Mais ça me semble souvent démarrer parce que la personne se sent subitement débordée par un mal être, adopte des comportements dans lesquels elle ne se reconnaît plus, ou se sent concernée par sa souffrance, son/ses symptôme(s), ou son/ses comportement(s), (« sentiment de ne pas y être pour rien ») au point de vouloir interroger cela, c’est-à-dire qu’elle semble éprouver le désir, voire le besoin vital, de mettre en question ce qui s’est cristallisé dans ses comportements, son mal être, ou etc.

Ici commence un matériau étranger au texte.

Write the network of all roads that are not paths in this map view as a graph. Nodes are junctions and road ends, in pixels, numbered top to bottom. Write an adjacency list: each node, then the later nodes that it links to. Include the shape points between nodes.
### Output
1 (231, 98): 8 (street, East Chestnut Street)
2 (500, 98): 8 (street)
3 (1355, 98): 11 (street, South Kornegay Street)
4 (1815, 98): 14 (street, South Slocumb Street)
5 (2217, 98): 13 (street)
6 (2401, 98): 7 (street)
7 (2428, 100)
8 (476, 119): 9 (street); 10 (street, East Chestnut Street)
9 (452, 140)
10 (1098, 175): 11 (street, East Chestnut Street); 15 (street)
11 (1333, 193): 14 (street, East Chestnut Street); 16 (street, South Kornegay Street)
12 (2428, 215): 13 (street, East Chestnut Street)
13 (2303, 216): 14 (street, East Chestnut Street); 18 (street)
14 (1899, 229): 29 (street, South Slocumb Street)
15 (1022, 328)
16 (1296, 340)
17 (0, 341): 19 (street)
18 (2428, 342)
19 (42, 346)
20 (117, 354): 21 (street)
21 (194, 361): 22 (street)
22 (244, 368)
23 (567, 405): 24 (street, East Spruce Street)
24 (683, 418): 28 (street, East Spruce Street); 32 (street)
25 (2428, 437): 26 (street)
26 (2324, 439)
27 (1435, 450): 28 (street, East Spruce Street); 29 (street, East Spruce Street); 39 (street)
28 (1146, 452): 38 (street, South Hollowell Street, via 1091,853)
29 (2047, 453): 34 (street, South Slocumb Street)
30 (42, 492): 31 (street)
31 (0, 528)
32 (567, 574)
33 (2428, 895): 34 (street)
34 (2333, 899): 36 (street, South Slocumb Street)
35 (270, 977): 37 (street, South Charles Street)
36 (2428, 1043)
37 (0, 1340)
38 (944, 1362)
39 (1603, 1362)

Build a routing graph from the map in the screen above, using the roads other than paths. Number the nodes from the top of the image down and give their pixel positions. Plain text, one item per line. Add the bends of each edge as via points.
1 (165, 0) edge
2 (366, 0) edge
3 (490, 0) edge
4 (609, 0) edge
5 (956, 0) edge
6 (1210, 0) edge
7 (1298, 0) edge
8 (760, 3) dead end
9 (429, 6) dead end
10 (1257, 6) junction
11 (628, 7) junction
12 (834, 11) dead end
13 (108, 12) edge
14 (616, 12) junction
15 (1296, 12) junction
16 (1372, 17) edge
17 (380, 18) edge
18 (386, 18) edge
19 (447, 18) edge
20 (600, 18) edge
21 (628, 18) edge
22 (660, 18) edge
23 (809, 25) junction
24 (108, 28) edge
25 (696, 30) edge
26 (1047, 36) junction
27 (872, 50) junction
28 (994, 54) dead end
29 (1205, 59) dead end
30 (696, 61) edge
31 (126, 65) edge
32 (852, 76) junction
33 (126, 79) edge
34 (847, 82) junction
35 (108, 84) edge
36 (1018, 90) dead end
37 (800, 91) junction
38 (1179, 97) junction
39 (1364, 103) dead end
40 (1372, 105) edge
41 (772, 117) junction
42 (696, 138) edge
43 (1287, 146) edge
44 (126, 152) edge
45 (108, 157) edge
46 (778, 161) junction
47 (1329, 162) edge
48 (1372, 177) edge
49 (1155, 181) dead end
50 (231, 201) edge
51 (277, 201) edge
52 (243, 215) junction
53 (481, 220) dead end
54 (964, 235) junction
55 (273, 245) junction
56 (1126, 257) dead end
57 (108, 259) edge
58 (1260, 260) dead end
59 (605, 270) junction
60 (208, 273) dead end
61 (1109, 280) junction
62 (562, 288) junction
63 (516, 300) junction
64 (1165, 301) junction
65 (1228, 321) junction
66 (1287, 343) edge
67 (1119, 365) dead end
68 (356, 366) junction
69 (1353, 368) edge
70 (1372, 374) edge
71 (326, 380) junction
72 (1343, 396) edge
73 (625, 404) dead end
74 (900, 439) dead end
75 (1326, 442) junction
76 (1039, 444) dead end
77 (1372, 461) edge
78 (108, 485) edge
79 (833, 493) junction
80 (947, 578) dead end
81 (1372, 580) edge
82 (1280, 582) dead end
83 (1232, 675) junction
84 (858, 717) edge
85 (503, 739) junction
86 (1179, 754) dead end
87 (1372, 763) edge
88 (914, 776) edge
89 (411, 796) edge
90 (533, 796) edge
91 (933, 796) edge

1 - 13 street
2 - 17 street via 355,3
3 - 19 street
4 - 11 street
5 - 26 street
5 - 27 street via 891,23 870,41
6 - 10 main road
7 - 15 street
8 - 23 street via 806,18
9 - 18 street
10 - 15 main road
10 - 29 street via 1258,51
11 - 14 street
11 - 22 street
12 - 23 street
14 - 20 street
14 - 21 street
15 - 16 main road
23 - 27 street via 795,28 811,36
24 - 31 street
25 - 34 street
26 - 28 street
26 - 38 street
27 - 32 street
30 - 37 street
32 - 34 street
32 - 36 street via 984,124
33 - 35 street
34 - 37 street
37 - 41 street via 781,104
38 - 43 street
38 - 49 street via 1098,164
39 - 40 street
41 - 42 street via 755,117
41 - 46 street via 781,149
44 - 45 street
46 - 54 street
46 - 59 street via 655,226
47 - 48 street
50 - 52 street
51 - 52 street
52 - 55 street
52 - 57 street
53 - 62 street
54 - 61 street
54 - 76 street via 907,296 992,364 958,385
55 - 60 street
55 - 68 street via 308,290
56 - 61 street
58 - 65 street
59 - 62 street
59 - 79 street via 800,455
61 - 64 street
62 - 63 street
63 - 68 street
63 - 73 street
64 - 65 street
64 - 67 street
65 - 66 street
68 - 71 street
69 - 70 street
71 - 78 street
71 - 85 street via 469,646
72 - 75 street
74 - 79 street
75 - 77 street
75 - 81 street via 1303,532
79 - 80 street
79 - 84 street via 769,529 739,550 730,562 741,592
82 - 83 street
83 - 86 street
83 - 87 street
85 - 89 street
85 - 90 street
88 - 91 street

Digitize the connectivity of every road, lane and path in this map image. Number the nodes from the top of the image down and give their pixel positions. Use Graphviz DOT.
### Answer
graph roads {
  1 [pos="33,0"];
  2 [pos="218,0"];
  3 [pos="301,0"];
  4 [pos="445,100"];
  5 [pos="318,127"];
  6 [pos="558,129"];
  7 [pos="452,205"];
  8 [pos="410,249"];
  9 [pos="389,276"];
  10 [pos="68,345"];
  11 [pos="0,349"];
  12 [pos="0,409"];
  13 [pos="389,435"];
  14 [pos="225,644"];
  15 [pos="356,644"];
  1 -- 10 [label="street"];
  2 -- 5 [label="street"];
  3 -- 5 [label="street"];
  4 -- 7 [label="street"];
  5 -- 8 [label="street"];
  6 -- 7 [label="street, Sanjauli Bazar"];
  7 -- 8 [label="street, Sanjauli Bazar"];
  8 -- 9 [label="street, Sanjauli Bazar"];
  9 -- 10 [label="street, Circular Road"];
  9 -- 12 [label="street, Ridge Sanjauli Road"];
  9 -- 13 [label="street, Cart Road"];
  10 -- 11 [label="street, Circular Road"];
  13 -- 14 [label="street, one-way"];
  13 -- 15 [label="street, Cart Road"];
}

Autre métaphore, la personne en désir de psychothérapie vient parce qu’elle se rend compte que ses symptômes sont comme la partie visible de l’iceberg, elle semble alors éprouver la nécessité de tenter de dire quelque chose de ce qu’elle perçoit de cette part cachée.

Ce qui peut arriver aussi est que la personne s’adressant au psychologue, est poussée par un autre (médecin(s), compagne, compagnon, parents, etc.), sans savoir ce qui l’y amène, elle, c’est-à-dire sans qu’elle ait élaboré une demande qui soit soutenue par son désir propre. Un travail préalable à une psychothérapie sera alors nécessaire afin de créer une opportunité de travail thérapeutique.

Combien de temps dure et coûte une psychothérapie ?

La durée est très variable et difficilement prévisible. Pour certains, quelques séances ou quelques mois leur suffisent alors que d’autres poursuivent la démarche un certain temps, voire quelques années.

Dans une société où règne l’illusion que tout est possible dans les plus brefs délais et à moindre coût, que l’inconfort et la perte de temps sont inacceptables, une psychothérapie peut être l’occasion d’apprendre à respecter une temporalité plus personnelle, subjective et nécessaire pour mettre des mots sur une douleur psychique, ou encore sur ce qui fait symptômes, problèmes, questions ou difficultés.

D’un point de vue plus formel, ce que coûtera une psychothérapie dépendra de l’accord établi entre le thérapeute et son patient ainsi que du nombre de séances par semaine.

Peut-on prédire les effets d’une psychothérapie ?

La prédiction des effets thérapeutiques pour le cas particulier d’une personne en psychothérapie conduit à généraliser des mouvements proprement subjectifs et donc, variables d’une personne à l’autre. Généraliser ces mouvements, c’est colporter une image de la psychothérapie, inévitablement réductrice de ce qui s’y opère, voire même purement spéculative.

Néanmoins, une psychothérapie vise à un mieux-être, sinon elle n’a aucun sens.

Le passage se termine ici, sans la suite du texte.